Benny Halevy bhalevy at panasas.com
Thu May 3 16:21:06 EDT 2007


My nfsd layout cache changes are finally in a good enough state
for review.  Connectathon tests passing with them, but no
layout recalls are exercised yet (at least the get/return path is working).

I tried to capture the main ideas below.  I'm also attaching a full
patch of what I have in my workspace so you can apply it in your
branch to see the whole thing.

The change is pretty big and I will cut it into many pieces for
submission of course.

* struct nfsd4_layout_seg added
Embedded in the get, return, and recall structures, as well
as used as a parameter to several internal functions.

struct nfsd4_layout_seg {
	u64                      lo_clid;
	u32                      lo_type;
	u32                      lo_iomode;
	u64                      lo_offset;
	u64                      lo_length;
};

Since this simplified the internal design and implementation
I think it's worthwhile to define and use this type in the NFSv4.1
protocol. Although this is wire-format change, now is probably the
last opportunity to make such a big change before last call.
I'll raise this in the next pnfs spec review meeting...

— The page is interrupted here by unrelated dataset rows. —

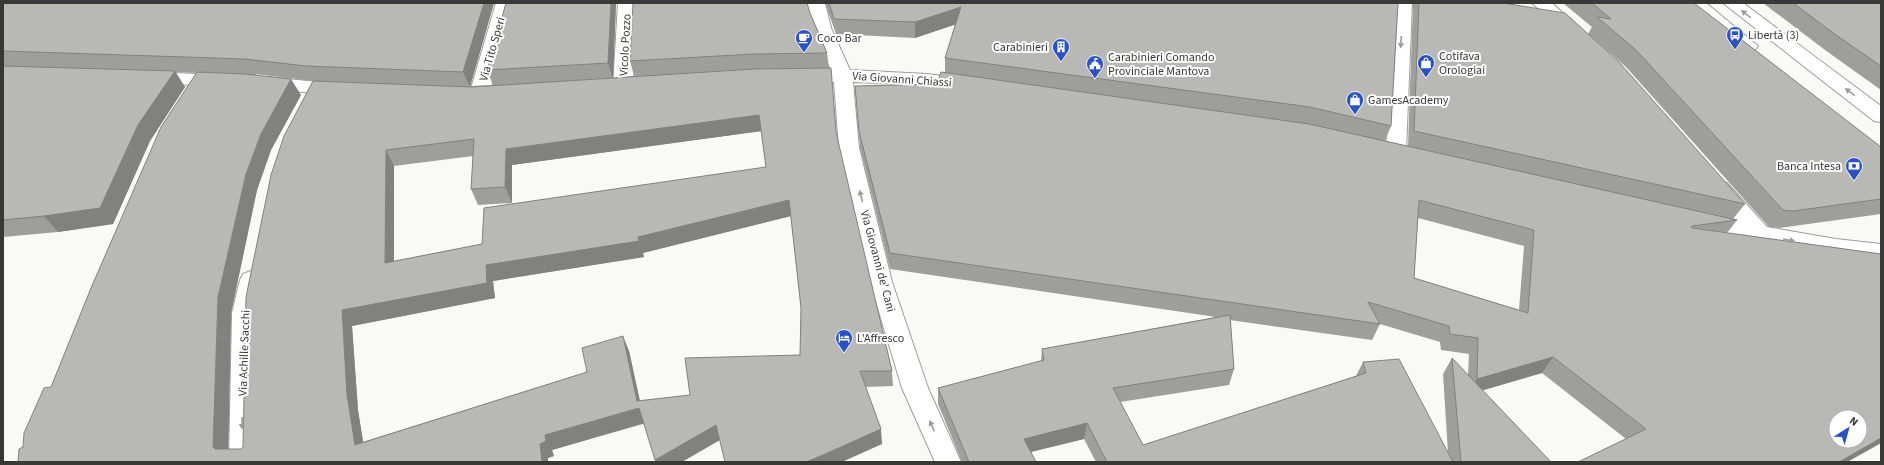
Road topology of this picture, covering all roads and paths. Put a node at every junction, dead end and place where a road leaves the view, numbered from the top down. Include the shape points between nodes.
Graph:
1 (505, 3) edge
2 (627, 3) edge
3 (816, 3) edge
4 (1403, 3) edge
5 (1541, 3) edge
6 (1695, 3) edge
7 (1732, 3) edge
8 (1585, 42) edge
9 (1763, 57) edge
10 (843, 76) junction
11 (788, 77) edge
12 (130, 78) edge
13 (201, 80) junction
14 (645, 86) edge
15 (983, 86) edge
16 (354, 90) edge
17 (479, 94) edge
18 (189, 98) edge
19 (1881, 116) edge
20 (1396, 152) edge
21 (1709, 175) edge
22 (1684, 217) edge
23 (1761, 235) junction
24 (1881, 252) edge
25 (255, 260) edge
26 (242, 462) edge
27 (948, 462) edge

1 - 17 street, Via Tito Speri
2 - 14 street, Vicolo Pozzo via 615,87
3 - 10 street, Via Giovanni de' Cani via 822,28
4 -> 20 street
5 - 8 street
6 - 9 street
19 -> 7 street
10 - 11 street, Via Giovanni Chiassi
10 - 15 street, Via Giovanni Chiassi via 929,79
27 -> 10 street, Via Giovanni de' Cani via 915,388 881,282 849,148
12 - 13 street
13 - 16 street via 244,82 310,98
13 - 18 street
21 - 23 street
22 - 23 street
23 -> 24 street via 1836,248
25 -> 26 street, Via Achille Sacchi via 244,313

* simplification of the filesystem layout recall callback interface.
the nfs4_cb_layout structure broken into two parts.  One, holding
the minimum set of "args" the filesystem fills for doing a layoutrecall.

struct nfsd4_pnfs_cb_layout {
	u32                     cbl_recall_type;	/* request */
	struct nfsd4_layout_seg cbl_seg;		/* request */
	u32                     cbl_layoutchanged;	/* request */
};

The other (nfs4_layoutrecall), embeds the structure above and
contains internal state for tracking the outstanding layoutrecall
state internally.

* added a can_merge_layouts() method to the vfs api. called by the pnfsd
  layoutget function to see if the layout segments can be merged in the
  layout cache, otherwise each is kept separately, even if it overlaps
  with another outstanding layout.

* added a cl_layoutrecalls list to struct nfs4_client for tracking
  outstanding layout recalls

* changed cl_count in nfs4_client into a kref.
  nfs4_{get,put}_client take and release a reference on the
  client structure under the state lock.

* layoutrecall manipulation is also done under the state lock,
  not under the recall lock.  Special care taken when sending
  the recalls to avoid distributed deadlock - client sending
  layoutreturns while serving a cb_layoutrecall, described
  in more details below...

* struct nfs4_layout simplified:
struct nfs4_layout {
	struct list_head        lo_perclnt;
	struct list_head        lo_perfile;
	struct nfs4_client     *lo_client;       /* backpointer */
	struct nfs4_file       *lo_file;         /* backpointer */
	struct nfsd4_layout_seg lo_seg;
};

* struct nfs4_layoutrecall:
enum {
	LAYOUTRECALL_FLAG_PENDING = 1<<0,
	LAYOUTRECALL_FLAG_DONE    = 1<<1,
};

/* layoutrecall request (from exported filesystem) */
struct nfs4_layoutrecall {
	struct nfsd4_pnfs_cb_layout     cb;         /* request */
	struct list_head                clr_perclnt;    /* on cl_layoutrecalls */
	struct nfs4_client             *clr_client;
	struct nfs4_file               *clr_file;
	int                             clr_status;
	unsigned                        clr_flags;
	struct timespec                 clr_time;       /* last activity */
};

layoutrecall is only listed on the cl_layoutrecall list but holds
a back pointer (and a reference) to a file structure in the RECALL_FILE
and RECALL_FSID cases.

clr_flags field used for handshake between the thread sending the layoutrecall
and the thread handling layoutreturns as the the layoutreturn can arrive
during the layoutrecall rpc if the client is sending it before replying
to the cb_layoutrecall or if the layoutreturn request just gets to the server
before the cb_layoutrecall response.

* struct nfs4_file:
added fsid and filehandle to the structure.
these are accessed in the get, return, and recall paths
through a pointer to the nfs4_file structure
rather than copying the data into each nfs4_layout and nfs4_layoutrecall
instance.

+#ifdef CONFIG_PNFS
+	/* used by layoutget / layoutrecall */
+	struct nfs4_fsid	fi_fsid;
+	u32			fi_fhlen;
+	u32			fi_fhval[NFS4_FHSIZE];
+#endif /* CONFIG_PNFS */

* added #define NFS4_LENGTH_EOF (~(u64)0) and a couple helper functions:
  end_offset(start, len) and last_byte_offset(start, len)
  to simplify length "arithmetic" (for layout segment matching)

* nfs4_layout
  tracks outstanding layouts
  listed on a per-client and per-file lists
  keeps reference on the respective client and file.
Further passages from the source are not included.